* [RECORDS]:
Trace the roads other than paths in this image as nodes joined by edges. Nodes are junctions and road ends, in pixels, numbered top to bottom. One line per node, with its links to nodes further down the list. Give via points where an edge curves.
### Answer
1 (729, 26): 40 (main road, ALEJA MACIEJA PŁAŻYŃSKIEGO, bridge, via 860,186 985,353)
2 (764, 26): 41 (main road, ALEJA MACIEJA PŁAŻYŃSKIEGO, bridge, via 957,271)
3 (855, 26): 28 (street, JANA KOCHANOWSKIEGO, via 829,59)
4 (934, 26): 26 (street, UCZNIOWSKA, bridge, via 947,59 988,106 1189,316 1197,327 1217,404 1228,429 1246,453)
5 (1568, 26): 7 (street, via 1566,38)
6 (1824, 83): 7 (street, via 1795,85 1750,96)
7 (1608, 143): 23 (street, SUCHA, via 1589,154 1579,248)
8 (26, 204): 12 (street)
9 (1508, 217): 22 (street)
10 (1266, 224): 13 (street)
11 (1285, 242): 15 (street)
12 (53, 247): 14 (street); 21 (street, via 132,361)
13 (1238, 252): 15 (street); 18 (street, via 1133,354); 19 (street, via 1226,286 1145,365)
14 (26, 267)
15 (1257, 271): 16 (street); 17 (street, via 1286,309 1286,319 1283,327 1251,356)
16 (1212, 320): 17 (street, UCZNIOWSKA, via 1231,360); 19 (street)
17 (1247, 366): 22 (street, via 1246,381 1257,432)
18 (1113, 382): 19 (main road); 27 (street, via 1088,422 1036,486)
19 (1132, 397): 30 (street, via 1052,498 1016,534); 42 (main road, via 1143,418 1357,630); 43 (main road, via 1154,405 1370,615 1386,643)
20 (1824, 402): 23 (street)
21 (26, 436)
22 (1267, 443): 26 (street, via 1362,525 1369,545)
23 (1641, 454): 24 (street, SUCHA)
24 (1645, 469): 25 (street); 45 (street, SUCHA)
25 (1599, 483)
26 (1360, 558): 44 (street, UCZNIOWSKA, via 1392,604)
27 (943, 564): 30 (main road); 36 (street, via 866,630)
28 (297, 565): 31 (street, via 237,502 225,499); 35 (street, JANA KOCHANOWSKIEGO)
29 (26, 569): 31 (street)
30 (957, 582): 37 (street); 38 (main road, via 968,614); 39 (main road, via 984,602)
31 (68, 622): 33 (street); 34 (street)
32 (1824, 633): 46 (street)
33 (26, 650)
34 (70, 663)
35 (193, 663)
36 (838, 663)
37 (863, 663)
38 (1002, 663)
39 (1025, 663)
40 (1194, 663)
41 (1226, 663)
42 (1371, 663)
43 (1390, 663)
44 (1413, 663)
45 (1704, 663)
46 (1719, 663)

* [AIM OF THE EXERCISE]: All of the material above needs to be copied exactly.

* [RESPONSE AREA]:
Trace the roads other than paths in this image as nodes joined by edges. Nodes are junctions and road ends, in pixels, numbered top to bottom. One line per node, with its links to nodes further down the list. Give via points where an edge curves.
### Answer
1 (729, 26): 40 (main road, ALEJA MACIEJA PŁAŻYŃSKIEGO, bridge, via 860,186 985,353)
2 (764, 26): 41 (main road, ALEJA MACIEJA PŁAŻYŃSKIEGO, bridge, via 957,271)
3 (855, 26): 28 (street, JANA KOCHANOWSKIEGO, via 829,59)
4 (934, 26): 26 (street, UCZNIOWSKA, bridge, via 947,59 988,106 1189,316 1197,327 1217,404 1228,429 1246,453)
5 (1568, 26): 7 (street, via 1566,38)
6 (1824, 83): 7 (street, via 1795,85 1750,96)
7 (1608, 143): 23 (street, SUCHA, via 1589,154 1579,248)
8 (26, 204): 12 (street)
9 (1508, 217): 22 (street)
10 (1266, 224): 13 (street)
11 (1285, 242): 15 (street)
12 (53, 247): 14 (street); 21 (street, via 132,361)
13 (1238, 252): 15 (street); 18 (street, via 1133,354); 19 (street, via 1226,286 1145,365)
14 (26, 267)
15 (1257, 271): 16 (street); 17 (street, via 1286,309 1286,319 1283,327 1251,356)
16 (1212, 320): 17 (street, UCZNIOWSKA, via 1231,360); 19 (street)
17 (1247, 366): 22 (street, via 1246,381 1257,432)
18 (1113, 382): 19 (main road); 27 (street, via 1088,422 1036,486)
19 (1132, 397): 30 (street, via 1052,498 1016,534); 42 (main road, via 1143,418 1357,630); 43 (main road, via 1154,405 1370,615 1386,643)
20 (1824, 402): 23 (street)
21 (26, 436)
22 (1267, 443): 26 (street, via 1362,525 1369,545)
23 (1641, 454): 24 (street, SUCHA)
24 (1645, 469): 25 (street); 45 (street, SUCHA)
25 (1599, 483)
26 (1360, 558): 44 (street, UCZNIOWSKA, via 1392,604)
27 (943, 564): 30 (main road); 36 (street, via 866,630)
28 (297, 565): 31 (street, via 237,502 225,499); 35 (street, JANA KOCHANOWSKIEGO)
29 (26, 569): 31 (street)
30 (957, 582): 37 (street); 38 (main road, via 968,614); 39 (main road, via 984,602)
31 (68, 622): 33 (street); 34 (street)
32 (1824, 633): 46 (street)
33 (26, 650)
34 (70, 663)
35 (193, 663)
36 (838, 663)
37 (863, 663)
38 (1002, 663)
39 (1025, 663)
40 (1194, 663)
41 (1226, 663)
42 (1371, 663)
43 (1390, 663)
44 (1413, 663)
45 (1704, 663)
46 (1719, 663)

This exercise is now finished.